In recent times I have personally experienced a lot of change the way we used to search or reading a review on a product, company, movie, buying/selling real estate, finding out job vacancies. Somehow we are happy to depend more on twitter to get this information. But extracting/searching for the information from tweets is not very handy and very time consuming, considering the number of tweets raised 4500 per day to 5000 tweets per second from 2007 to 2014.

In this blog, I tried to get the tweet handlers information of head hunters tweeting about a specific job vacancy and responding to their exact tweet.


Summary:

  • Posting tweets to SAP HANA on a daily basis using a python script.
  • Filter/Changing the tweet data to structured data by using few SQL queries & Fuzzy search.
  • Stored the data in Fulltext Index tables so that I can differentiate the data
  • Using XSODATA of index tables in SAP Lumira for visualization
  • A python script to reply to specific tweets to the specific user.

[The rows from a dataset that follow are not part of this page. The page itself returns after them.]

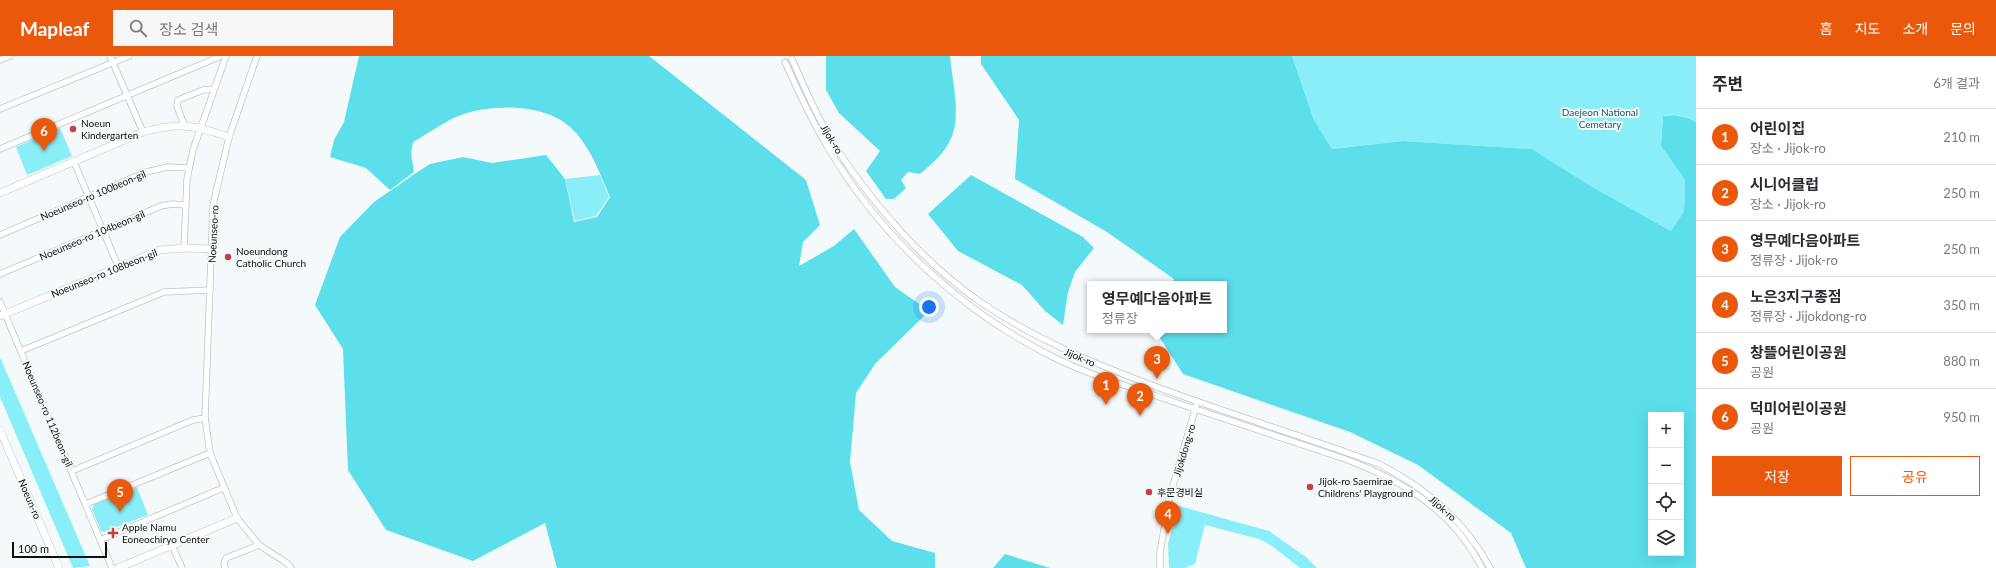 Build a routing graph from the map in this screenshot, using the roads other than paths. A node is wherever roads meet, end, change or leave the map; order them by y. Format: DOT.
graph roads {
  1 [pos="10,56"];
  2 [pos="110,56"];
  3 [pos="129,56"];
  4 [pos="221,56"];
  5 [pos="226,56"];
  6 [pos="258,56"];
  7 [pos="792,59"];
  8 [pos="0,60"];
  9 [pos="785,62"];
  10 [pos="113,63"];
  11 [pos="214,89"];
  12 [pos="127,96"];
  13 [pos="0,109"];
  14 [pos="184,125"];
  15 [pos="201,128"];
  16 [pos="143,132"];
  17 [pos="229,137"];
  18 [pos="0,149"];
  19 [pos="74,162"];
  20 [pos="189,168"];
  21 [pos="0,193"];
  22 [pos="88,197"];
  23 [pos="185,205"];
  24 [pos="102,230"];
  25 [pos="0,235"];
  26 [pos="184,248"];
  27 [pos="212,249"];
  28 [pos="118,266"];
  29 [pos="0,274"];
  30 [pos="210,290"];
  31 [pos="0,302"];
  32 [pos="2,315"];
  33 [pos="21,351"];
  34 [pos="1198,402"];
  35 [pos="1196,409"];
  36 [pos="205,418"];
  37 [pos="0,430"];
  38 [pos="210,453"];
  39 [pos="72,471"];
  40 [pos="223,488"];
  41 [pos="1160,493"];
  42 [pos="1170,496"];
  43 [pos="86,504"];
  44 [pos="237,518"];
  45 [pos="100,540"];
  46 [pos="172,545"];
  47 [pos="259,545"];
  48 [pos="59,568"];
  49 [pos="112,568"];
  50 [pos="118,568"];
  51 [pos="182,568"];
  52 [pos="225,568"];
  53 [pos="291,568"];
  54 [pos="1160,568"];
  55 [pos="1482,568"];
  56 [pos="1490,568"];
  1 -- 8 [label="street"];
  2 -- 10 [label="street"];
  3 -- 10 [label="street"];
  4 -- 12 [label="street"];
  5 -- 11 [label="street"];
  6 -- 17 [label="street, Noeunseo-ro"];
  7 -- 34 [label="street, Jijok-ro"];
  9 -- 35 [label="street, Jijok-ro"];
  10 -- 12 [label="street"];
  10 -- 13 [label="street"];
  11 -- 14 [label="street"];
  11 -- 15 [label="street"];
  12 -- 16 [label="street"];
  12 -- 18 [label="street"];
  14 -- 15 [label="street"];
  14 -- 16 [label="street"];
  15 -- 17 [label="street"];
  15 -- 20 [label="street"];
  16 -- 19 [label="street"];
  17 -- 27 [label="street, Noeunseo-ro"];
  19 -- 21 [label="street"];
  19 -- 22 [label="street"];
  20 -- 22 [label="street, Noeunseo-ro 100beon-gil"];
  20 -- 23 [label="street"];
  22 -- 24 [label="street"];
  22 -- 25 [label="street, Noeunseo-ro 100beon-gil"];
  23 -- 24 [label="street, Noeunseo-ro 104beon-gil"];
  23 -- 26 [label="street"];
  24 -- 28 [label="street"];
  24 -- 29 [label="street, Noeunseo-ro 104beon-gil"];
  26 -- 27 [label="street, Noeunseo-ro 108beon-gil"];
  26 -- 28 [label="street, Noeunseo-ro 108beon-gil"];
  27 -- 30 [label="street, Noeunseo-ro"];
  28 -- 32 [label="street, Noeunseo-ro 108beon-gil"];
  30 -- 33 [label="street, Noeunseo-ro 112beon-gil"];
  30 -- 36 [label="street, Noeunseo-ro"];
  31 -- 32 [label="street"];
  32 -- 33 [label="street"];
  33 -- 39 [label="street, Noeunseo-ro 112beon-gil"];
  34 -- 35 [label="street, Jijokdong-ro"];
  34 -- 56 [label="street, Jijok-ro"];
  35 -- 42 [label="street, Jijokdong-ro"];
  35 -- 55 [label="street, Jijok-ro"];
  36 -- 38 [label="street, Noeunseo-ro"];
  36 -- 39 [label="street"];
  37 -- 48 [label="street, Noeun-ro"];
  38 -- 40 [label="street, Noeunseo-ro"];
  38 -- 43 [label="street"];
  39 -- 43 [label="street, Noeunseo-ro 112beon-gil"];
  40 -- 44 [label="street, Noeunseo-ro"];
  40 -- 45 [label="street"];
  41 -- 42 [label="street"];
  42 -- 54 [label="street, Jijokdong-ro"];
  43 -- 45 [label="street, Noeunseo-ro 112beon-gil"];
  44 -- 46 [label="street"];
  44 -- 47 [label="street, Noeunseo-ro"];
  45 -- 49 [label="street, Noeunseo-ro 112beon-gil"];
  46 -- 50 [label="street"];
  46 -- 51 [label="street"];
  47 -- 52 [label="street"];
  47 -- 53 [label="street, Noeunseo-ro"];
}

Initially I wanted to build an application with selection parameters to search/filter the tweet data and to reply to the tweets using XSJS. But, I have to settle down with python due to trust store issues.

Let’s do it step-by-step.

1. Creating tables and services in HANA:


Created few tables using SQL Console and .xsodata


Sample Code:

  create column table “MOHAS97”.“amohas97.session.data::fuzz”

(

IDNO nvarchar(60) primary key,

CNTR nvarchar(60),

THLR nvarchar(60),

CRTD nvarchar(60),

TTXT NVARCHAR(260) fuzzy search index on

  );


XSODATA:

service namespace “amohas97.services” {

“MOHAS97″.”amohas97.session.data::fuzz” as “tweet”

“MOHAS97″.”amohas97.session.data::twitter” as “twitter”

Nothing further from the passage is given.